Description
The Brutalist. Trois heures et demie. Un format VistaVision ressuscité. Une ambition démesurée. Brady Corbet signe avec The Brutalist l'un des films les plus discutés de 2024-2025. Dans cet épisode des Vocaux du Cinéma, Thomas et Aurélien s'attaquent au monstre.
The Brutalist raconte l'histoire de László Tóth, architecte hongrois juif exilé aux États-Unis après la Seconde Guerre mondiale, interprété par un Adrien Brody habité. Face à lui, Guy Pearce en mécène américain ambigu, et Felicity Jones dans un rôle de femme effacée qui cache une résistance intérieure. Le film est produit par A24, ce qui explique en partie l'ambition formelle.

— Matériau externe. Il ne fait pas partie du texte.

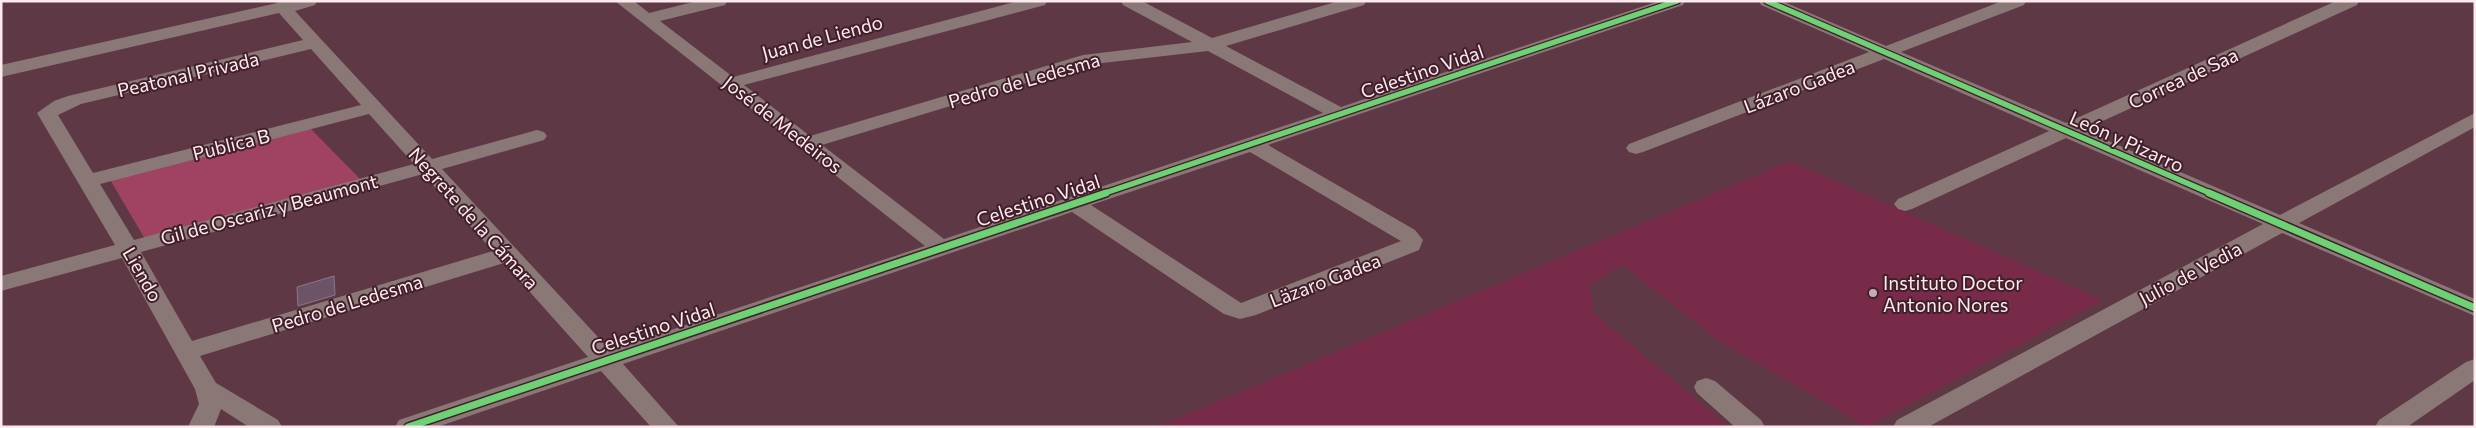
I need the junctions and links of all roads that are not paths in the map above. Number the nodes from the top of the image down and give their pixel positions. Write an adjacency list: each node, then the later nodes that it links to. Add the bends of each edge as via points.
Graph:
1 (309, 1): 11 (street)
2 (624, 1): 12 (street, José de Medeiros)
3 (719, 1): 12 (street)
4 (1038, 1): 17 (street, Juan de Liendo)
5 (1129, 1): 14 (street)
6 (1358, 1): 14 (street, Pedro de Ledesma)
7 (1676, 1): 20 (street, Celestino Vidal)
8 (1767, 1): 15 (street, León y Pizarro)
9 (2018, 1): 15 (street, Lázaro Gadea)
10 (2351, 1): 22 (street, Correa de Saa)
11 (286, 4): 13 (street, Negrete de la Cámara, via 287,12); 16 (street)
12 (646, 19): 17 (street, José de Medeiros)
13 (315, 43): 18 (street, Peatonal Privada); 19 (street, Negrete de la Cámara)
14 (1210, 44): 20 (street); 24 (street, Pedro de Ledesma, via 1083,60)
15 (1885, 53): 22 (street, León y Pizarro); 26 (street, Lázaro Gadea)
16 (1, 71)
17 (732, 83): 24 (street, José de Medeiros)
18 (60, 104): 28 (street, Liendo, via 47,113)
19 (374, 107): 27 (street, Negrete de la Cámara); 28 (street, Publica B)
20 (1340, 114): 25 (street, Celestino Vidal)
21 (2475, 119): 31 (street, Julio de Vedia)
22 (2067, 131): 30 (street, Correa de Saa); 31 (street, León y Pizarro)
23 (537, 136): 27 (street, Gil de Oscariz y Beaumont)
24 (809, 143): 33 (street, José de Medeiros)
25 (1251, 144): 29 (street, Celestino Vidal); 29 (street, Läzaro Gadea, via 1412,240 1406,248 1240,310 1232,308)
26 (1636, 148)
27 (428, 166): 32 (street, Gil de Oscariz y Beaumont); 34 (street, Negrete de la Cámara)
28 (87, 181): 32 (street, Liendo)
29 (1075, 204): 33 (street, Celestino Vidal)
30 (1905, 204)
31 (2280, 224): 36 (street, León y Pizarro); 47 (street, Julio de Vedia)
32 (128, 248): 35 (street, Gil de Oscariz y Beaumont); 37 (street, Liendo)
33 (942, 248): 38 (street, Celestino Vidal)
34 (506, 255): 37 (street, Pedro de Ledesma); 38 (street, Negrete de la Cámara)
35 (1, 284)
36 (2475, 308)
37 (187, 351): 41 (street, Liendo)
38 (605, 360): 44 (street, Celestino Vidal); 45 (street, Negrete de la Cámara)
39 (2475, 368): 48 (street)
40 (1706, 387): 46 (street)
41 (207, 389): 42 (street, via 211,404); 43 (street)
42 (201, 427)
43 (268, 427)
44 (408, 427)
45 (666, 427)
46 (1752, 427)
47 (1906, 427)
48 (2388, 427)

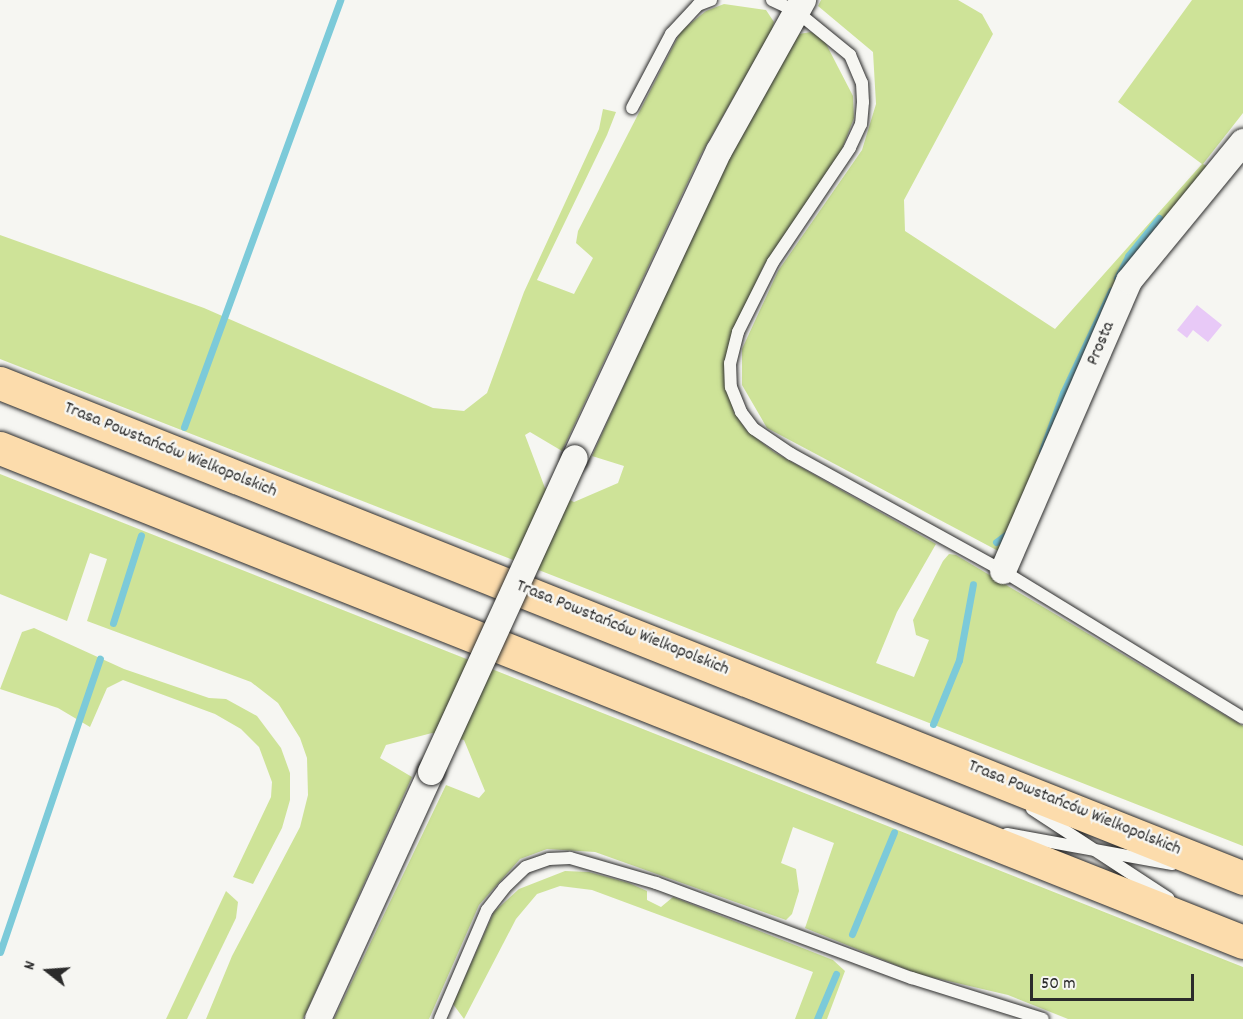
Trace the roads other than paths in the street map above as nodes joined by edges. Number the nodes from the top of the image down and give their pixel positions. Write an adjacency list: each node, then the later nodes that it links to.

Mais The Brutalist mérite-t-il toute la hype qu'il a générée ? Est-il vraiment le grand film américain de la décennie, ou une œuvre qui s'enivre de sa propre grandeur ? Thomas et Aurélien ne sont pas d'accord. Cette critique de The Brutalist est longue, complète, avec spoilers — parce que ce film le mérite.
On parle de la direction artistique, de l'architecture brutaliste comme métaphore de l'exil et de l'identité, du rapport du film à l'histoire américaine contemporaine, et de la performance d'Adrien Brody qui est, objectivement, exceptionnelle.
Les Vocaux du Cinéma, c'est un podcast cinéma entre deux amis — Thomas à Paris, Aurélien à Marseille — qui débattent des films qu'ils viennent de voir via messages vocaux.